Fue chungo hacer la segunda vuelta completamente sola y sin más entretenimiento que mi propia respiración, entrecortada y jadeante. Pero como para entonces ya andaba yo haciendo multiplicaciones y divisiones (con lo mal que se me dan las matemáticas, poddió) para intentar calcular si podía acabar en hora y siete, no lo llevé demasiado mal. La velocidad de crucero estaba adquirida y me sentía contenta por poder hacer los diez kilómetros a menos de siete minutos por kilómetro. En el kilómetro siete, hablando de números proféticos, me empecé a encontrar con algunos que, acabada la carrera, estaban dando una tercera vuelta al circuito. Sólo de pensarlo entré en agonía.

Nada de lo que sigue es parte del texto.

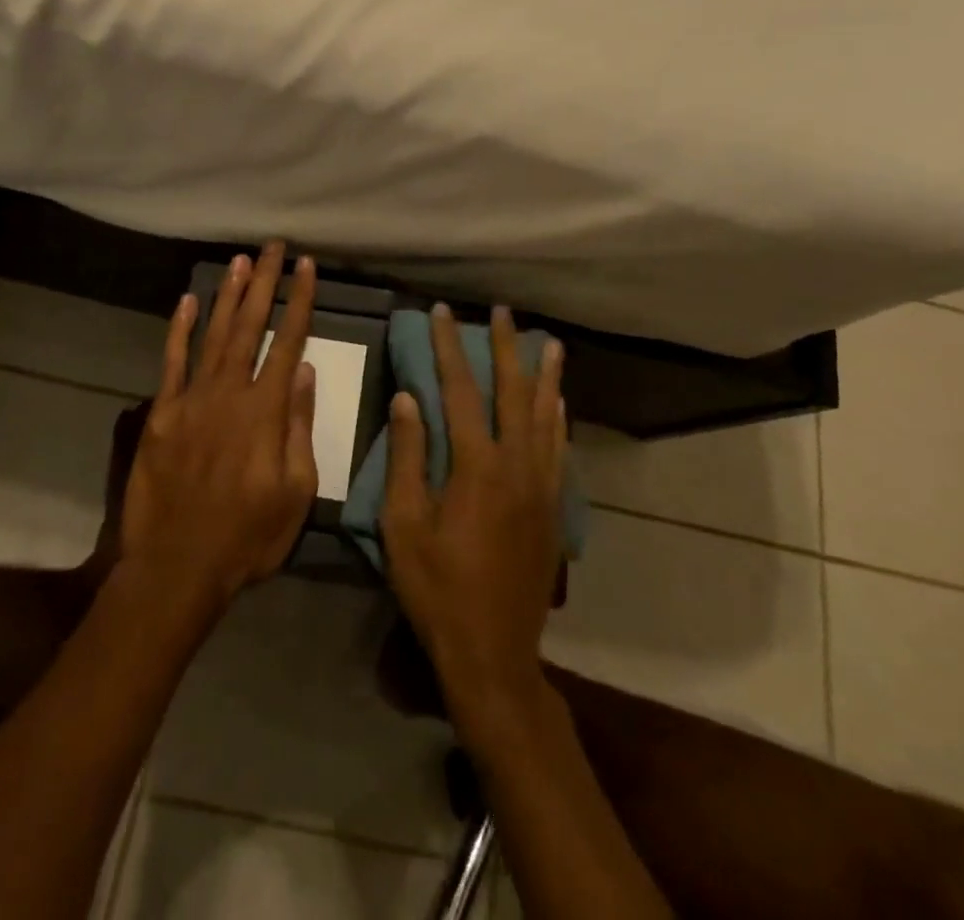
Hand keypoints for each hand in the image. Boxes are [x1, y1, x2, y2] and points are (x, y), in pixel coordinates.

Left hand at [116, 242, 318, 614]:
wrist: (177, 565)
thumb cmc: (248, 535)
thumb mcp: (296, 491)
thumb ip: (300, 426)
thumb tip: (305, 373)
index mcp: (267, 410)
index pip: (289, 342)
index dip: (300, 301)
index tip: (306, 267)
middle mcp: (230, 392)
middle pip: (251, 325)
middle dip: (265, 282)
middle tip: (273, 246)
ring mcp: (192, 399)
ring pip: (214, 334)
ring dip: (228, 295)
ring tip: (240, 261)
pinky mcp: (162, 413)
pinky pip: (172, 361)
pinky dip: (180, 329)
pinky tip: (188, 300)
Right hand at [381, 305, 566, 732]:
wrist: (493, 652)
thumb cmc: (436, 588)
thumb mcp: (404, 524)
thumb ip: (408, 457)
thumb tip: (408, 398)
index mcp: (476, 466)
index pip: (461, 390)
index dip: (449, 348)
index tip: (442, 313)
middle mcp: (517, 465)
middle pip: (512, 392)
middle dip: (506, 347)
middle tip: (502, 311)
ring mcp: (541, 487)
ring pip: (546, 416)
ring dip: (544, 375)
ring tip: (549, 342)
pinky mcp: (553, 509)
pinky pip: (559, 450)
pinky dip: (559, 418)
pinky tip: (559, 403)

En el kilómetro nueve ya estaba mi marido esperándome para hacer el último tramo conmigo hasta la meta. Le semibalbuceé que iba más o menos bien y que intentaría la hora y siete, pero la verdad verdadera es que ya no podía con el culo, ni con los pulmones, ni con la más mínima célula de mi cuerpo. Crucé la meta en una hora, ocho minutos y dos segundos. Teniendo en cuenta que días antes firmaba sin mirar la hora y diez, me siento satisfecha. Lo que ya me gustó muchísimo menos fue la idea de volver a cerrar la lista de participantes que llegaron a meta, ya me estaba acostumbrando yo a dejar a unos cuantos por debajo. A lo bueno se acostumbra uno enseguida, ya sabemos.

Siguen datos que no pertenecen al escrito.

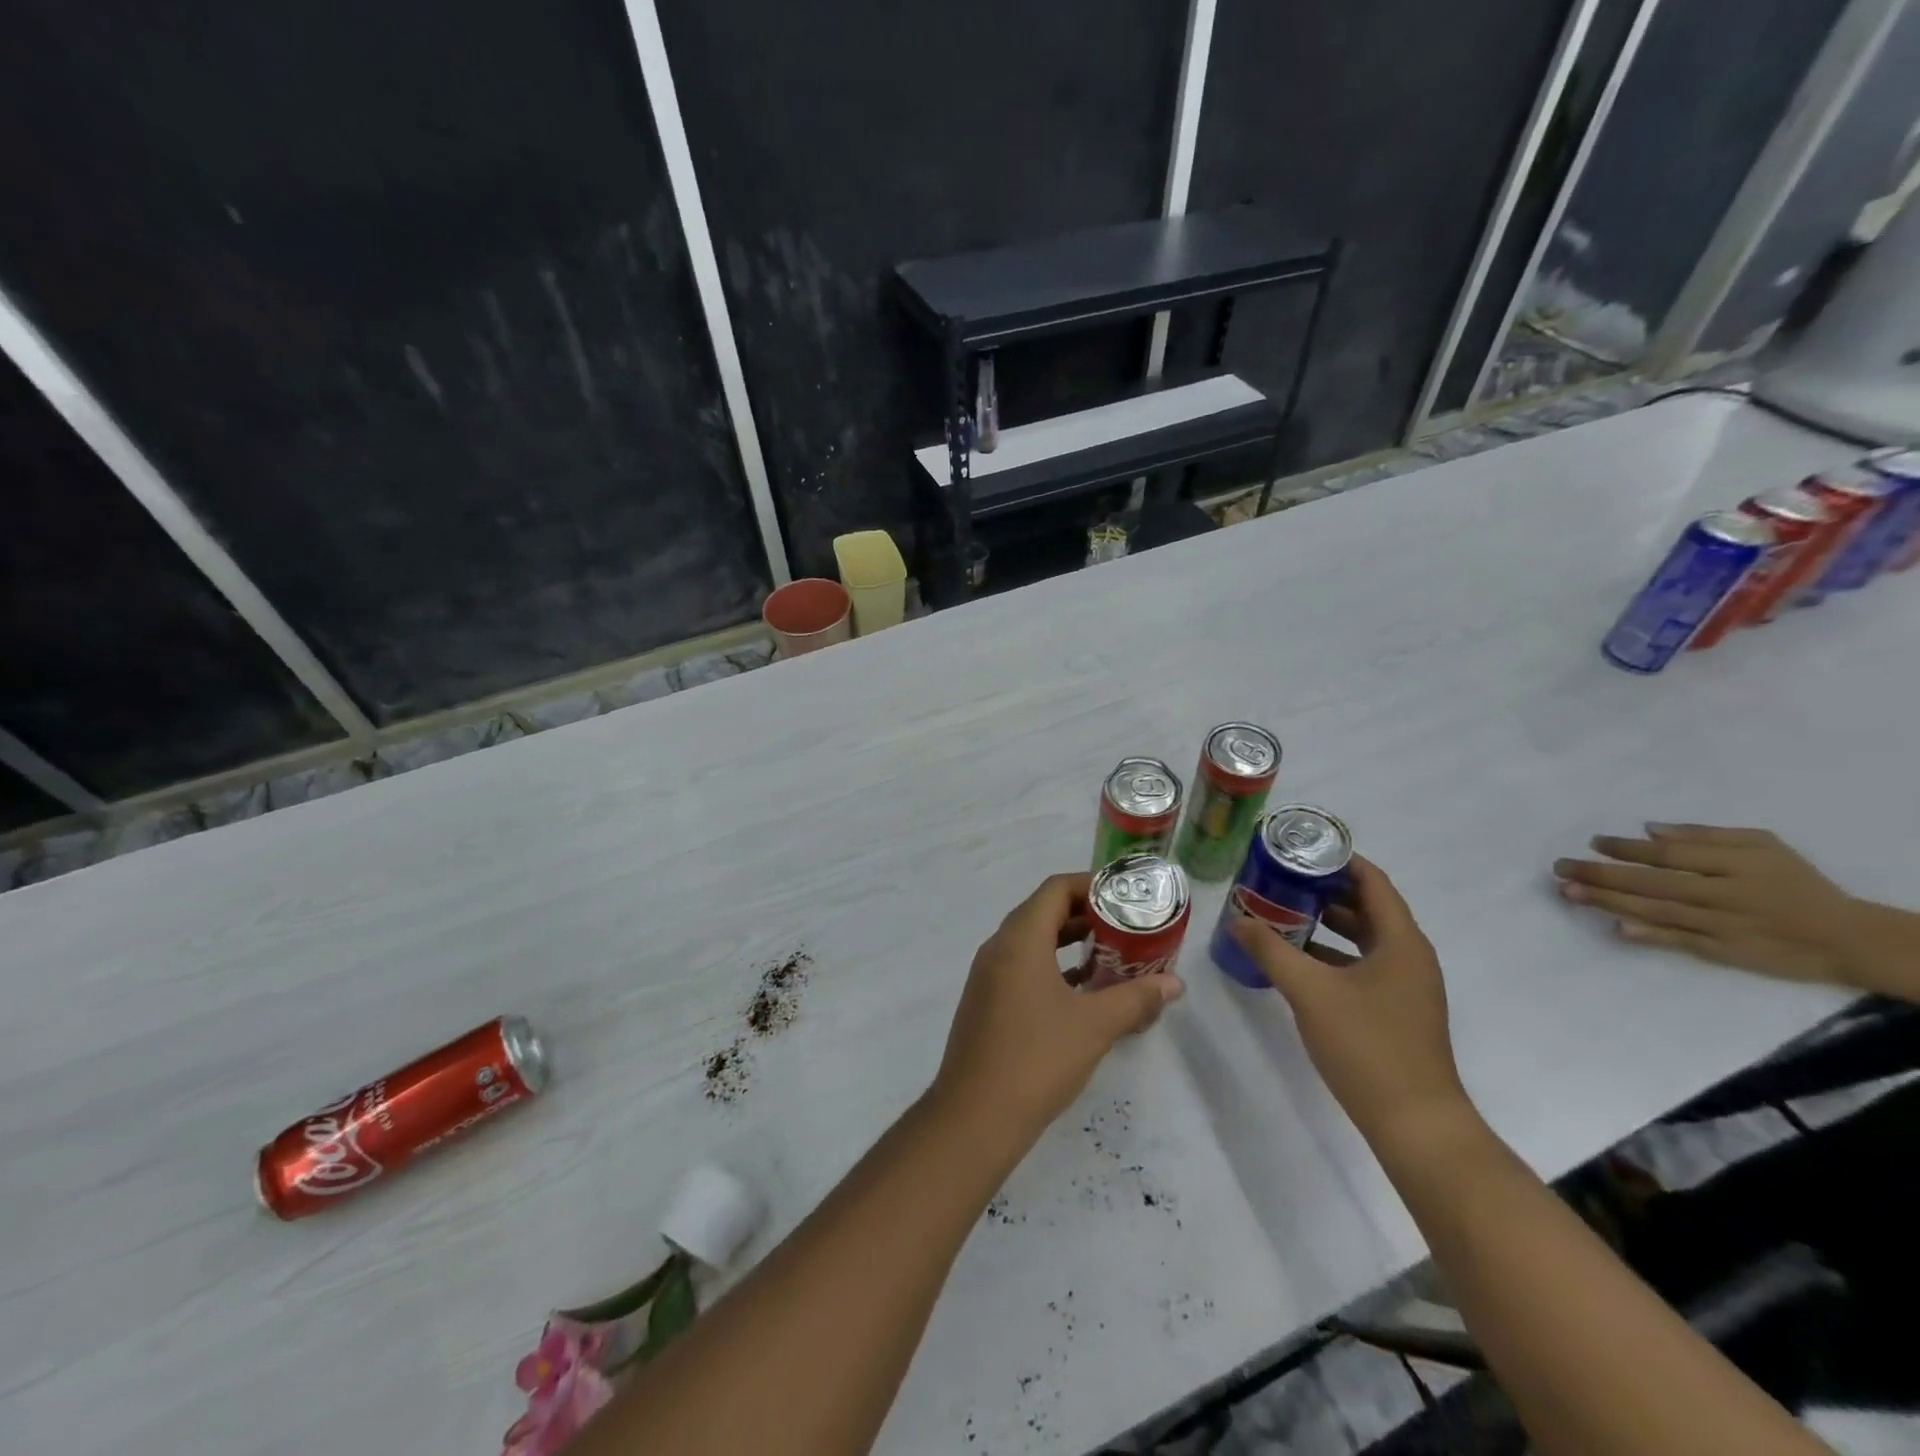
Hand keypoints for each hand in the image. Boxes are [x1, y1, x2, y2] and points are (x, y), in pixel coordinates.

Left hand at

Otros años recuerdo que el avituallamiento de la meta era espectacular, parecía las bodas de Camacho. Iba yo ya los últimos kilómetros relamiéndome pensando en una isotónica, así que ni les cuento la cara de gilipollas que se me quedó cuando llegué al puesto y vi que sólo quedaba agua, muchas manzanas y UNA miserable barrita de cereales que desapareció por mi gaznate más rápido que decirlo. Del masajista, ni trazas, pero tampoco me hacía falta. No tuve el menor dolor durante la carrera, a excepción del culo en los últimos kilómetros y una pequeña torcedura de tobillo en el kilómetro cinco que no me impidió seguir gambeando.

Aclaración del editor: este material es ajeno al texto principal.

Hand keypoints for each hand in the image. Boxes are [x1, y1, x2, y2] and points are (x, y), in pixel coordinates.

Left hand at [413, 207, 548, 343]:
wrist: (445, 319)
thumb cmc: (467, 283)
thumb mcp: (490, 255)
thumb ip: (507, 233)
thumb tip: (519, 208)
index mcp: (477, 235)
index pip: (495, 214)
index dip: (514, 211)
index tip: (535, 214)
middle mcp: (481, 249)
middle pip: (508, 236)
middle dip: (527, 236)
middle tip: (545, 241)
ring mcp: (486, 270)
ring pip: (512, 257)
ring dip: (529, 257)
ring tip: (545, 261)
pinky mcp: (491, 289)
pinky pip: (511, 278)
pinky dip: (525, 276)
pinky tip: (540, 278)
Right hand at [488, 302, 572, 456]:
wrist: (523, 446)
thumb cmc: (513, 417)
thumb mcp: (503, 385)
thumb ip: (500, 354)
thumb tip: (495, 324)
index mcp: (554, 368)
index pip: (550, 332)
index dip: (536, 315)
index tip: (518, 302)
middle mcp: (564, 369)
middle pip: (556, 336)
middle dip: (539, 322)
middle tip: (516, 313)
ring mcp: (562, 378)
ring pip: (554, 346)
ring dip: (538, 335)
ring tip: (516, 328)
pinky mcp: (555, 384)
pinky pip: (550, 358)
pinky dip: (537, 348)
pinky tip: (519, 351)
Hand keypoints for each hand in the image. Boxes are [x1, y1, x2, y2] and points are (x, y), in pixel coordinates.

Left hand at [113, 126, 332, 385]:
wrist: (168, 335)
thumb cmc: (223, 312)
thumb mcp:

Y cuando ya íbamos hacia el coche, la sorpresa final: nos cruzamos con el que llegaba de último, o de penúltimo, no lo sé. Un señor bastante mayor con más moral que el alcoyano y con un aspecto bastante más fresco del que llevaba yo unos ocho minutos antes. Inmediatamente pensé en que el pobre hombre no iba a tener ni una miserable barrita de cereales, puesto que yo acababa de comerme la última. Los de championchip, como siempre, rapidísimos, sacaron los resultados al poco rato y podías consultar el tuyo a través del código QR que incluía el dorsal. Viva la tecnología. Así me enteré de que había llegado de antepenúltima y de última entre las cien mujeres que habían corrido. Y yo encantada: había cumplido mi objetivo en dos minutos menos y no me había muerto. ¿Qué más se puede pedir?
Y es que la cosa es como le dije yo a la del puesto de control del 7,5: no es peor que parir.